What seems more likely is that if Adrian VI had survived for a while longer, and had not been succeeded by Clement VII, and political necessities had not dictated otherwise, the reformation might have been shorter. Again, I might be biased, but if Queen Mary had had a child, the reformation in England would probably have died down. All of this, of course, is conjecture…
But that said, I wouldn’t bag, like that, all the Popes before Bl. Pius IX. Pius VII Benedict XIV, Innocent XI, Alexander VIII, Clement XI, all I think could be considered good popes. Benedict XIV must figure in any list of the great Popes.
Keep in mind, for all that can be said about Italians, in many ways, they were, as a group, more cosmopolitan than those from the rest of the world.
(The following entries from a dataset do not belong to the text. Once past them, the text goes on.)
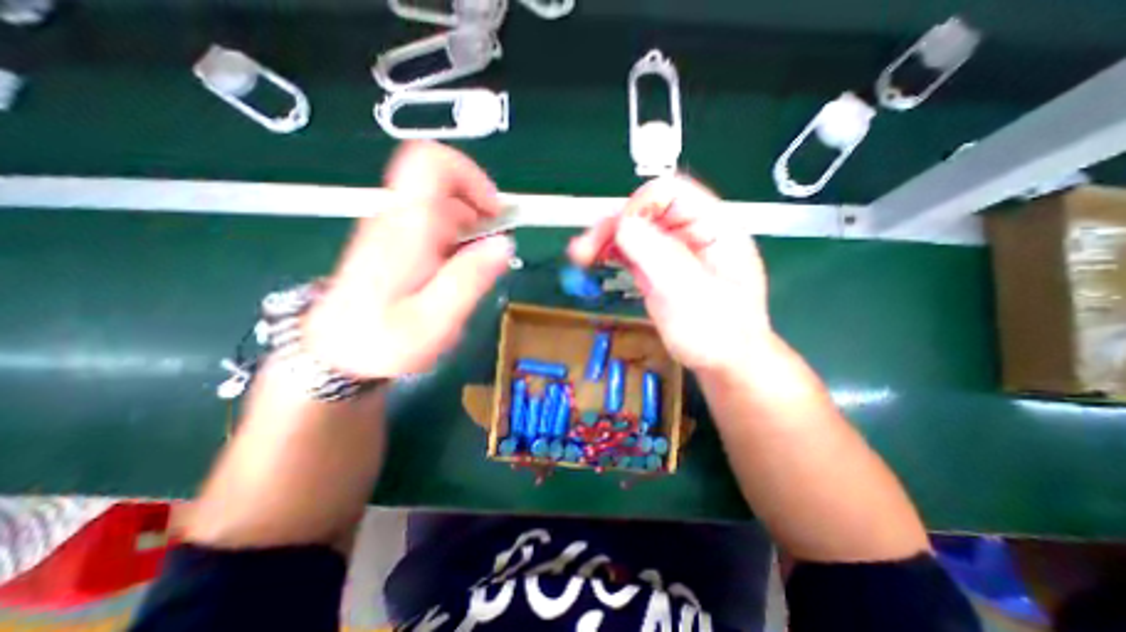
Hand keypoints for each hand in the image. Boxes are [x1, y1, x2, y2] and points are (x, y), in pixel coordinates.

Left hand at [299, 141, 510, 377]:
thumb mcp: (435, 318)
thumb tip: (505, 243)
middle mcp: (397, 220)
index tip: (494, 212)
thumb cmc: (383, 342)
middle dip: (477, 208)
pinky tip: (460, 271)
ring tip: (480, 264)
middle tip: (493, 246)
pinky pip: (433, 226)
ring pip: (440, 205)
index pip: (430, 163)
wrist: (333, 358)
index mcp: (405, 228)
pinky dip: (458, 239)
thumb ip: (470, 278)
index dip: (469, 175)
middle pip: (441, 183)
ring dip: (470, 226)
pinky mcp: (394, 246)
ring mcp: (393, 231)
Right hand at [573, 174, 774, 371]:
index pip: (671, 193)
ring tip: (581, 255)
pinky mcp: (657, 269)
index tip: (619, 235)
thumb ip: (659, 256)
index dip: (640, 206)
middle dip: (613, 225)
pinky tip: (594, 259)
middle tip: (584, 250)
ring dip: (605, 238)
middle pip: (645, 211)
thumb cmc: (719, 333)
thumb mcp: (691, 294)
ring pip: (633, 230)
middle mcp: (690, 233)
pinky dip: (610, 252)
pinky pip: (631, 250)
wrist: (723, 363)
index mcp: (712, 227)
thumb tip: (624, 224)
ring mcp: (672, 251)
All of this is not to say, of course, that Italians are necessarily good Popes, just that if they are bad popes, it is not because they are not from France or Germany or England.
“some writers have lamented the fact that Reginald Pole-the ‘real’ one-, lost the Papal election and if he had indeed won, the Reformation may not have occurred as he would have reformed the Church .”
Two points:
1. Although not elected Pope, nevertheless Pole had a strong influence on the Counter-Reformation in Europe; see the last chapter of Prof. Eamon Duffy’s recent Fires of Faith: Catholic England under Mary Tudor.
2. Pole renounced any errors which he might have held regarding justification even before the promulgation of the relevant Tridentine decree, which (promulgation) was itself before the 1549-1550 conclave in which Pole was a leading contender.
So I would not expect the course of the Counter-Reformation, whether with respect to doctrinal or pastoral matters, to have gone significantly differently under a Pole Papacy.
Nobody is saying that error would have furthered unity, CP, just emphasis. It is arguable that Pole’s emphases, as evident in England, would on a larger scale, have had a different effect, but I don’t think it to be the case. I think other things were at work there. It might offend certain people here, but I think it is at least a good historical thesis, that quite a lot of the reformation, for better or for worse had to do with the secular power and its ambitions.
Keep in mind that St. Pius V became Pope after this. The Reformation wasn’t just about Justification, Grace and Free will. Trent on Justification is the best statement on the topic, and I can’t see how anyone can go any further in allaying Protestant concerns, and still be true to the Faith as was received. As, of course, it ought to be.
Adrian VI and Pope Pole. Two “might have beens” that were’nt.
“quite a lot of the reformation, for better or for worse had to do with the secular power and its ambitions.”
Agreed.
One last thing on this sub-thread: Kiran, you noted that
“The Reformation wasn’t just about Justification, Grace and Free will.”
True, of course, but the reason why that was the only point which I raised is because that is the only point on which Pole is reputed to have been (purely materially, and not for long) heterodox; he held, among other things, the true doctrine of the Holy Eucharist, and was one of the few contemporary Englishmen (of whom we know, at least) who understand the true meaning of Scripture’s Petrine passages. I recently read Prof. Duffy’s Fires of Faith (as one would have gleaned from my earlier comment) and was amazed at how profoundly and consistently, and from how early in his life, a Papalist (a term which I don’t use in any derogatory sense) he was.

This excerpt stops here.